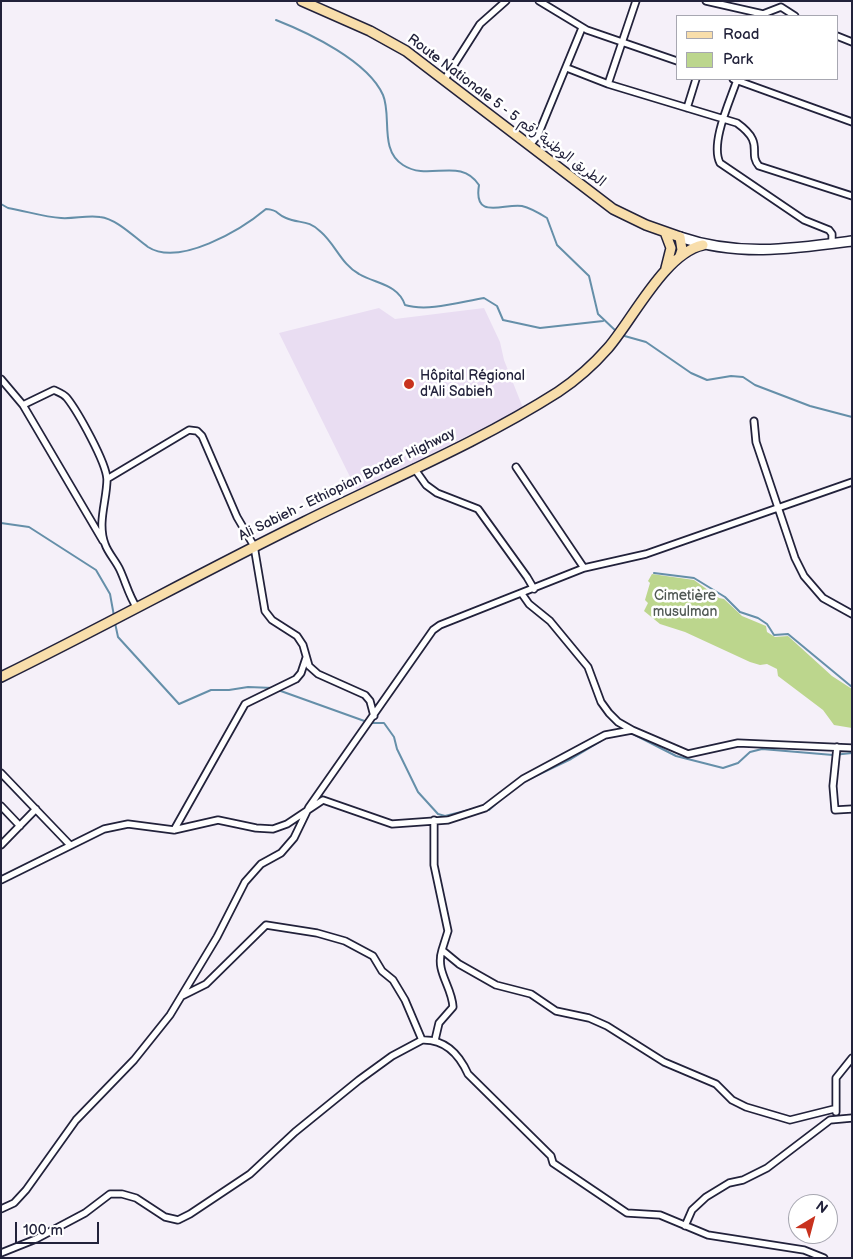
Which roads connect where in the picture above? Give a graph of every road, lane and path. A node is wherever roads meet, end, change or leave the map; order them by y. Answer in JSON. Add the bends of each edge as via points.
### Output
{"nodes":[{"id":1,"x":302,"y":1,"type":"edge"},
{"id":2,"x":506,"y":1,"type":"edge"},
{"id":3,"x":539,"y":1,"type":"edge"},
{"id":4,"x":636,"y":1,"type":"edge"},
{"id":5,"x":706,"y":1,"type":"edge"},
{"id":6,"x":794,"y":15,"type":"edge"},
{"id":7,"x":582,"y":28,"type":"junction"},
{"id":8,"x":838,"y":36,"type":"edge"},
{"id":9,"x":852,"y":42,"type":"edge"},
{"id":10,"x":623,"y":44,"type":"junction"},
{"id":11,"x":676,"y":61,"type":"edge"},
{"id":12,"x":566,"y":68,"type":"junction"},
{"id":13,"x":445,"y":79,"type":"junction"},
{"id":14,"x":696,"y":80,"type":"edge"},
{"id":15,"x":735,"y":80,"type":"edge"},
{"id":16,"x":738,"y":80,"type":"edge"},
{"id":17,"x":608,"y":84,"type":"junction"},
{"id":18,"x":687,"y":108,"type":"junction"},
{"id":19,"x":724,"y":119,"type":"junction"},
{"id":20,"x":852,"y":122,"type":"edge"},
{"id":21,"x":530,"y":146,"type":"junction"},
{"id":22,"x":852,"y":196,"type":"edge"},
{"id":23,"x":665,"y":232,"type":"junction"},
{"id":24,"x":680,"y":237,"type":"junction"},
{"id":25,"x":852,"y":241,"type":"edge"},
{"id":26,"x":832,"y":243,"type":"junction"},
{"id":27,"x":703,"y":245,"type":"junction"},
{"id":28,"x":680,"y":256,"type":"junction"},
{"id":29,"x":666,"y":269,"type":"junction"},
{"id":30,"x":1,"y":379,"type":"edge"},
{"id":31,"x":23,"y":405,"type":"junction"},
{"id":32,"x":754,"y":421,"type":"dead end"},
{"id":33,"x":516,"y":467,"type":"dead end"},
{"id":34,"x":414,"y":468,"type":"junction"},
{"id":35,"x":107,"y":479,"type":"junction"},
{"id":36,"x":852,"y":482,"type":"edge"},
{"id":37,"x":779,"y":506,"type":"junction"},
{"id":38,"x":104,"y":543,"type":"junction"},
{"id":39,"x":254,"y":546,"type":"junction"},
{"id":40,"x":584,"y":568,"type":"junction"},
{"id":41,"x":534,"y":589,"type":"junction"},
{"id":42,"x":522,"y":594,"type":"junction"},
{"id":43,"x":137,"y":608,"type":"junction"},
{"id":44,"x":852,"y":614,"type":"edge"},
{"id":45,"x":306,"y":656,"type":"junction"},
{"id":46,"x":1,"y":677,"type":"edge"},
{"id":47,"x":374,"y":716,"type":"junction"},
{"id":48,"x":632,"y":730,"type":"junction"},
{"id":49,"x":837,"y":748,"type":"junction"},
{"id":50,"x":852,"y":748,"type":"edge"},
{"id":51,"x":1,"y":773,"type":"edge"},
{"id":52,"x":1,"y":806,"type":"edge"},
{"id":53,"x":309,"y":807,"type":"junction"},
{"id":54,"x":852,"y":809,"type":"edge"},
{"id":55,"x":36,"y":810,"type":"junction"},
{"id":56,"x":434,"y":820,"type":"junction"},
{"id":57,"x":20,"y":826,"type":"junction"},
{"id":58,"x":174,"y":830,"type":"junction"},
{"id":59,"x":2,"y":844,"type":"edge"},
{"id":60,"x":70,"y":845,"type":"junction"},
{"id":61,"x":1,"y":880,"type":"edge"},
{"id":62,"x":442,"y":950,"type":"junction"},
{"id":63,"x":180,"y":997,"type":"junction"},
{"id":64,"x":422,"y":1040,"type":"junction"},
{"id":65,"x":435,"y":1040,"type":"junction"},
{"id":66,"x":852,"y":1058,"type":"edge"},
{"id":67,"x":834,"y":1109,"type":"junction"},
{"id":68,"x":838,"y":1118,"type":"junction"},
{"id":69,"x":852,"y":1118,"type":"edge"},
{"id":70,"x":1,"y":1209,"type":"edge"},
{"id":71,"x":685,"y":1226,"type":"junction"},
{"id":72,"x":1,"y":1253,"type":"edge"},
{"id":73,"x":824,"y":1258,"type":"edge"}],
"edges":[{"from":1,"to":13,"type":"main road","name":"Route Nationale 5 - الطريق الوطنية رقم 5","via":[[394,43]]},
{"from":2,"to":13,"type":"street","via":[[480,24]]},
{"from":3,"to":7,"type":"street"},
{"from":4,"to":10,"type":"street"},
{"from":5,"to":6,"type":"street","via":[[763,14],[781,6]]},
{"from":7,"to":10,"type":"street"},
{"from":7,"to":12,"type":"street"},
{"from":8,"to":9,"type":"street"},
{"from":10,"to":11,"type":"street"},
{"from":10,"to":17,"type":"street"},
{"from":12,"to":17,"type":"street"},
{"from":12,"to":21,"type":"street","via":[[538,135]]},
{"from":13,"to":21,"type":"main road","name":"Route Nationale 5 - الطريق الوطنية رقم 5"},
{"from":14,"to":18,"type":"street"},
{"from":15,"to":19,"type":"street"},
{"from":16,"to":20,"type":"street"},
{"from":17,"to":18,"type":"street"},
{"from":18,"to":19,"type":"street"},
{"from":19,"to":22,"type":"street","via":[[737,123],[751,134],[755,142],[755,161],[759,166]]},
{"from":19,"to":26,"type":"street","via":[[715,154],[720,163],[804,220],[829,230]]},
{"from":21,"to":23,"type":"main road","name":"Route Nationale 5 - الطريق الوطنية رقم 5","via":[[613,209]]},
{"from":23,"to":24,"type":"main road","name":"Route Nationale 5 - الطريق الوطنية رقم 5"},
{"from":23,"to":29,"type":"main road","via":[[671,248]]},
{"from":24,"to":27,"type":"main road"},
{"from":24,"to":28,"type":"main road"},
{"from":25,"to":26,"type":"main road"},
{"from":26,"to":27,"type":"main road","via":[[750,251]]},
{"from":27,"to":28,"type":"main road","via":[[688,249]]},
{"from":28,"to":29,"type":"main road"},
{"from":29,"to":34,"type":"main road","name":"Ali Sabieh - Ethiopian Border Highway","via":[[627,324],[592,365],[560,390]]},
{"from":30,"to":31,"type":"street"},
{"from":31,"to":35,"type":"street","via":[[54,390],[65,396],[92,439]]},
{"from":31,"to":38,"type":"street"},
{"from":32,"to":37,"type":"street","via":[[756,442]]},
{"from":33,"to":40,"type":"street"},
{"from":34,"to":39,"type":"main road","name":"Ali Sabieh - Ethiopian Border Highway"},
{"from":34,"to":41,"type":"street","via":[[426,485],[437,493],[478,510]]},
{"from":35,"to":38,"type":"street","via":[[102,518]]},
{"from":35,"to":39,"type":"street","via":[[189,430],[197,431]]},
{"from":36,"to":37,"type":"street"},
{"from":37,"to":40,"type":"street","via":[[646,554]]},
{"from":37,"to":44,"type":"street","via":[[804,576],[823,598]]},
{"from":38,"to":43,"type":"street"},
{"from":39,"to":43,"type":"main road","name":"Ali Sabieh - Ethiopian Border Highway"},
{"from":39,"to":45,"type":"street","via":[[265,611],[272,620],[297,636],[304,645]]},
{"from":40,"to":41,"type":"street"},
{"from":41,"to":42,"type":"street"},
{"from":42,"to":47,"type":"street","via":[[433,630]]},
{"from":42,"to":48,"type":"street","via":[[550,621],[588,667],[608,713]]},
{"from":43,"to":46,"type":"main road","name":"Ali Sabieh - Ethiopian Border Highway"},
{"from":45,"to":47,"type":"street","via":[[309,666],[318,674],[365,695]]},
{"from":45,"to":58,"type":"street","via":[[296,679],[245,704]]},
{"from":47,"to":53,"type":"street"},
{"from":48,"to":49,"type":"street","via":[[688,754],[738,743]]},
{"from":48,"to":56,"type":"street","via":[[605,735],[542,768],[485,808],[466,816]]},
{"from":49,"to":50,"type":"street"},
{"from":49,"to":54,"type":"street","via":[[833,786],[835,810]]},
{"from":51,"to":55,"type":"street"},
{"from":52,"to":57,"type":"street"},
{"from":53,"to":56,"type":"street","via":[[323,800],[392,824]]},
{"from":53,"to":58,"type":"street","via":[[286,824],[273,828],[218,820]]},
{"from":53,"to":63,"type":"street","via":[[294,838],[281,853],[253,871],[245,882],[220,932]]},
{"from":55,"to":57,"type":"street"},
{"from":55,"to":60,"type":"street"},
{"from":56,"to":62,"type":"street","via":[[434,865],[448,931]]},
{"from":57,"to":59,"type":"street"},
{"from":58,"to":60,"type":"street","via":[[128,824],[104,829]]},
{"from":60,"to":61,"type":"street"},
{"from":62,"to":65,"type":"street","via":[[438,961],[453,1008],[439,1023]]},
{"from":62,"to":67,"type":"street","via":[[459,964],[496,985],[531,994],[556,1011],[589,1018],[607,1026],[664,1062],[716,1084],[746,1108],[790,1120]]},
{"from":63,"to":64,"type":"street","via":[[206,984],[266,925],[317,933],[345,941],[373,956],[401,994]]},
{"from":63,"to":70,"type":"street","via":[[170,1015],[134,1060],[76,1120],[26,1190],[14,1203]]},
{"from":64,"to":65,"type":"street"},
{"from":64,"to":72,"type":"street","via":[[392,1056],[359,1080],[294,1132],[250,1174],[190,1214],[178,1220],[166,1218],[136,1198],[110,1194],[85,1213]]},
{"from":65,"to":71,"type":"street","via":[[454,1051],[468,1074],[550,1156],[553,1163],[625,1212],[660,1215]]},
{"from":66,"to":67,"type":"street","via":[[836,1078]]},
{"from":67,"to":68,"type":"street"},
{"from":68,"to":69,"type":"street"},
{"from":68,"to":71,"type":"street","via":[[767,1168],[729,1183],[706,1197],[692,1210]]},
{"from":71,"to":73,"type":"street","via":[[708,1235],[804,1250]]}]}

◆ ◆ ◆ ◆ ◆

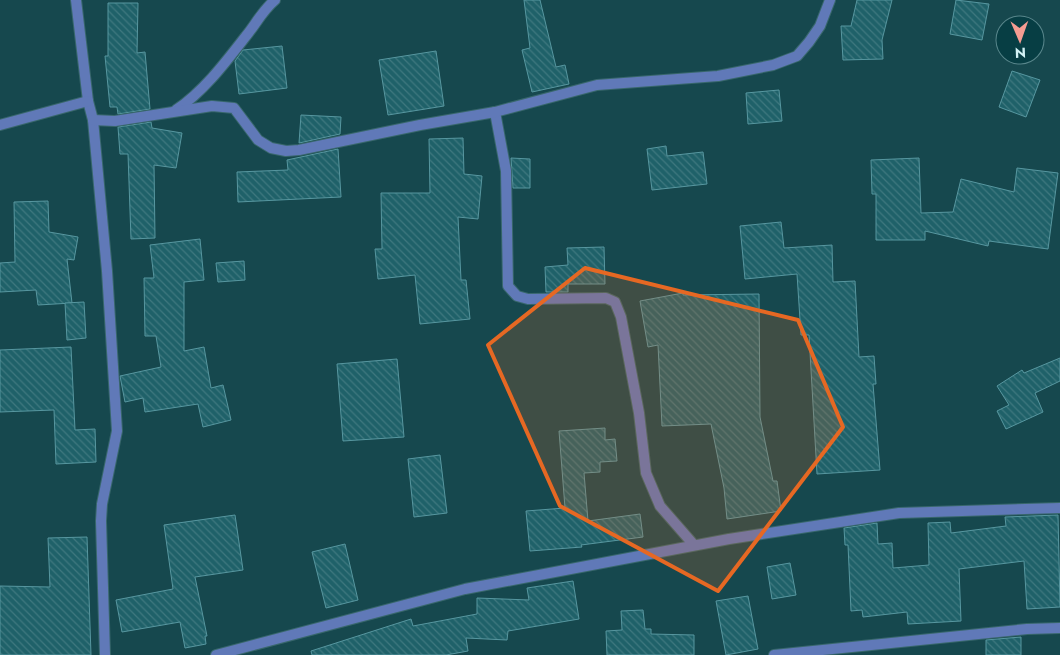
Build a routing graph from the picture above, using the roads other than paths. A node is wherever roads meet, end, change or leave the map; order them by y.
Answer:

◆ ◆ ◆ ◆ ◆

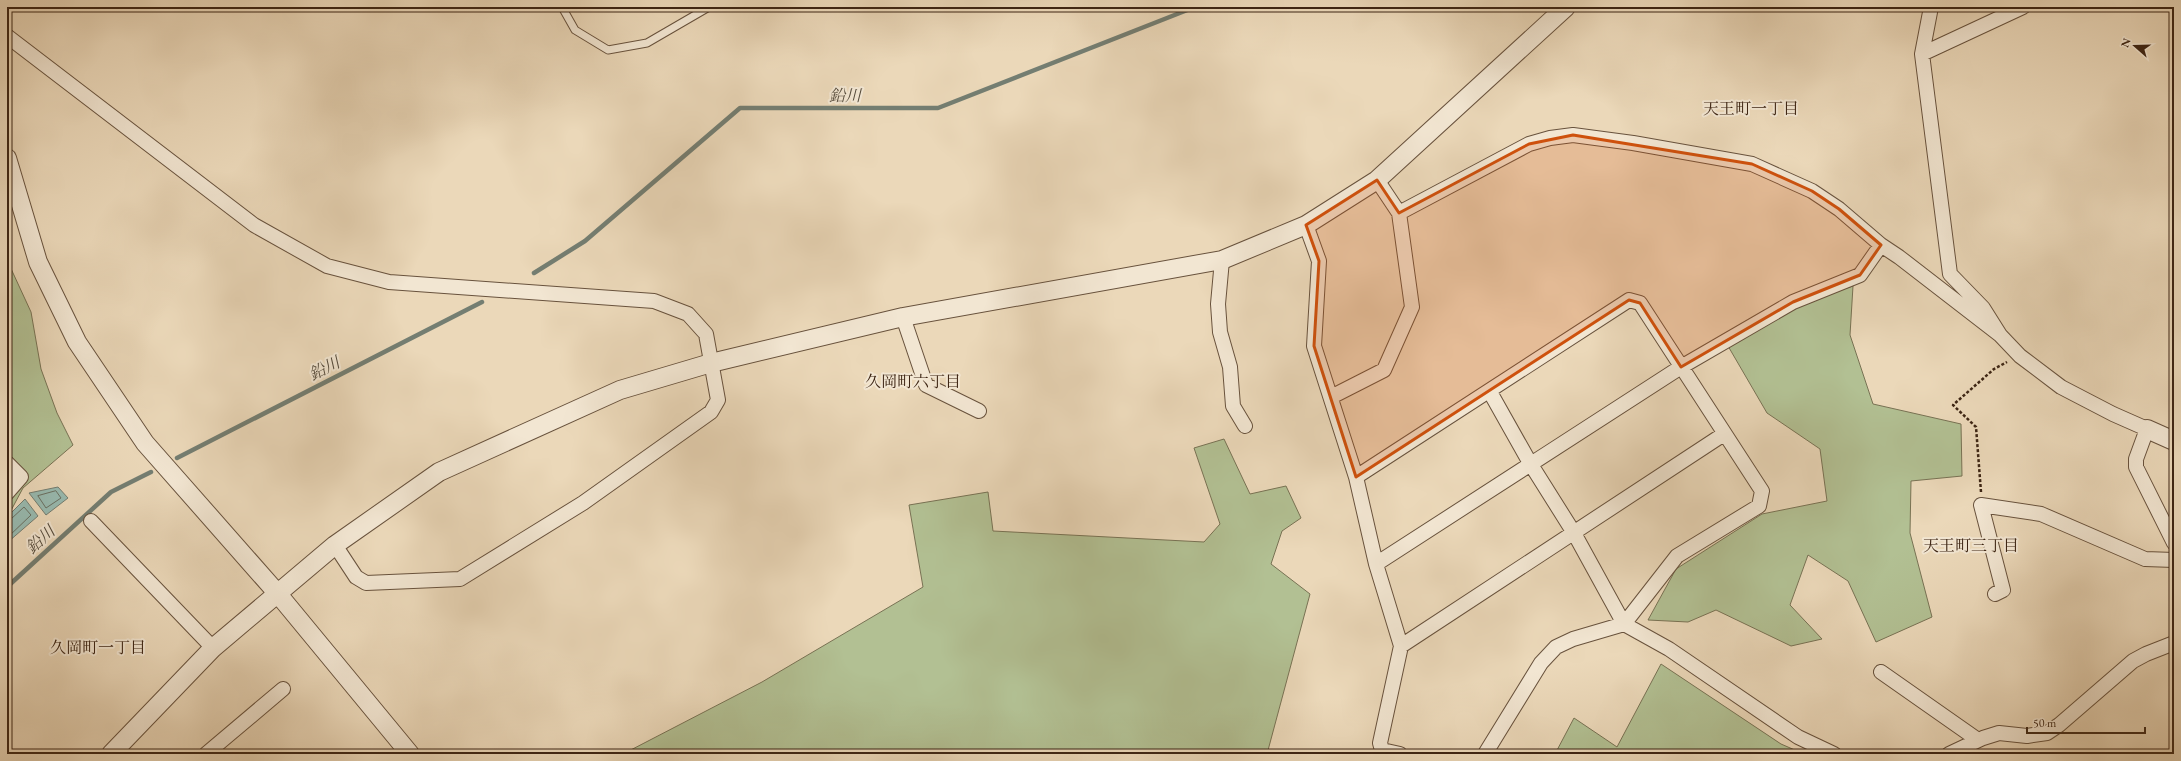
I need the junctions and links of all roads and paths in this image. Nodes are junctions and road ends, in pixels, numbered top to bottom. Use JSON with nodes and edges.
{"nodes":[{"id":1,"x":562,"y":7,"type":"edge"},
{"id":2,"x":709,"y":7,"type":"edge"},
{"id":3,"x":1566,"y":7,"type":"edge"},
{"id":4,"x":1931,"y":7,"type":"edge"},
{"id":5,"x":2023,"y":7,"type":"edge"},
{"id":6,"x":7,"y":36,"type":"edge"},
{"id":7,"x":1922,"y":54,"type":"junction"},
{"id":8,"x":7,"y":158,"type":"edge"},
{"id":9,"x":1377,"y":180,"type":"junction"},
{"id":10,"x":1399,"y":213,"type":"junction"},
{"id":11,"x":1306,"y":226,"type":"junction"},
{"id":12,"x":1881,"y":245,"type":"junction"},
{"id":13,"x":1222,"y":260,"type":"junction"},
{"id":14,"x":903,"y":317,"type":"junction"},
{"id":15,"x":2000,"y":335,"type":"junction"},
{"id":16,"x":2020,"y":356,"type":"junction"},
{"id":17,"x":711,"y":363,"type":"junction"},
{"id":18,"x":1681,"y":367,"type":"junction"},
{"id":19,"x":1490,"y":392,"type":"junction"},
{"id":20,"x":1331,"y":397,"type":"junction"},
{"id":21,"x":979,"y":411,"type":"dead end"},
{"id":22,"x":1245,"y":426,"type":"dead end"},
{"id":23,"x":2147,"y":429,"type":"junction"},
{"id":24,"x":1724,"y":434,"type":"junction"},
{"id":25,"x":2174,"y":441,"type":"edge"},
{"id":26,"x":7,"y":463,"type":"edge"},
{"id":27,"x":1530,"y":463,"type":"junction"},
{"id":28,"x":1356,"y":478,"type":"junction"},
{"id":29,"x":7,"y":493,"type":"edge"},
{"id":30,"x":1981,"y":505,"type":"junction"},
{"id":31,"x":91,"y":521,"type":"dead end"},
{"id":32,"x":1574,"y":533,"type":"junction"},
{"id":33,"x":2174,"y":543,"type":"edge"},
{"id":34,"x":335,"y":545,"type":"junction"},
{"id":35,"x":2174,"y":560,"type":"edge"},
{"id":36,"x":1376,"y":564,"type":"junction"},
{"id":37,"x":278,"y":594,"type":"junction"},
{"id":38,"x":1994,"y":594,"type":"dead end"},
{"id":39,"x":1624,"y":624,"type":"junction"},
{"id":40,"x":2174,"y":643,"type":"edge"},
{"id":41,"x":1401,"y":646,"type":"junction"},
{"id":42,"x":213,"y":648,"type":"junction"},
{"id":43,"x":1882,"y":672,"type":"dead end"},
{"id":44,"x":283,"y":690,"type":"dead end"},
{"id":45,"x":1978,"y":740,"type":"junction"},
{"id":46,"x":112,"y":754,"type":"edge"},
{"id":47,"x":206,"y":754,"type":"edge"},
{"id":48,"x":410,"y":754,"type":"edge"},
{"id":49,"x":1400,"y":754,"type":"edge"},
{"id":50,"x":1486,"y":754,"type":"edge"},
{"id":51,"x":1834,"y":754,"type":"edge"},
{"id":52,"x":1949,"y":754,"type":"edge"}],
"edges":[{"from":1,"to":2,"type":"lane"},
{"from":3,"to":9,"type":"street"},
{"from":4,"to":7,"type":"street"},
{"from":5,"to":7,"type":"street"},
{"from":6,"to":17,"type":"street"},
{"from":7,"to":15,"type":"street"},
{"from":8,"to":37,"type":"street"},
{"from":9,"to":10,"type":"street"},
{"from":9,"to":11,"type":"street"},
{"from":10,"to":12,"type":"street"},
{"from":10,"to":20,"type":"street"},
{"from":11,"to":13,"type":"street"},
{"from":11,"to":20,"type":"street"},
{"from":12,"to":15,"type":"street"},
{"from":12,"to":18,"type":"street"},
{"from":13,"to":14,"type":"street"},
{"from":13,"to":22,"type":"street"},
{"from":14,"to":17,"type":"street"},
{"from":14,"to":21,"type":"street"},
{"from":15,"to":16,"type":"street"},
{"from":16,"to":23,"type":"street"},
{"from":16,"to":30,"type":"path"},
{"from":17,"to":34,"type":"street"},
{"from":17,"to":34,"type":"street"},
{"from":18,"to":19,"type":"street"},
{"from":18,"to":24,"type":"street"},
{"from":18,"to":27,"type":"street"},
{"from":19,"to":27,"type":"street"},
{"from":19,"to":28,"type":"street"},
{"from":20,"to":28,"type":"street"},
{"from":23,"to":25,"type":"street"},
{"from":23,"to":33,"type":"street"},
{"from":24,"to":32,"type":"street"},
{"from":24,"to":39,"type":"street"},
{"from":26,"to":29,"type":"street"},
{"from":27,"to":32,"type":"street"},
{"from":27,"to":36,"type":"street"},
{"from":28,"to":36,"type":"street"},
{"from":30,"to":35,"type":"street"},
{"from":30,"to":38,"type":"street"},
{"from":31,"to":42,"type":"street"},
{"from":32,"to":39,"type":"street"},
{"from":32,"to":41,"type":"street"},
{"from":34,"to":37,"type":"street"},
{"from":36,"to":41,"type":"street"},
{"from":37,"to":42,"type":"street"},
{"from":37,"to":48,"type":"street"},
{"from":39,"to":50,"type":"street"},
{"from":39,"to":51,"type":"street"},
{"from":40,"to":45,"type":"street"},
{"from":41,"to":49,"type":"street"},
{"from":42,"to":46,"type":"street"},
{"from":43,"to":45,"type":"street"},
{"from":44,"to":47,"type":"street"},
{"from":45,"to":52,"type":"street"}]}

◆ ◆ ◆ ◆ ◆

Work instruction »
Go through the records above and, whenever a line includes the word "meet", copy it.

Response for this exercise »
Which roads connect where in the picture above? Give a graph of every road, lane and path. A node is wherever roads meet, end, change or leave the map; order them by y. Answer in JSON. Add the bends of each edge as via points.
Build a routing graph from the picture above, using the roads other than paths. A node is wherever roads meet, end, change or leave the map; order them by y.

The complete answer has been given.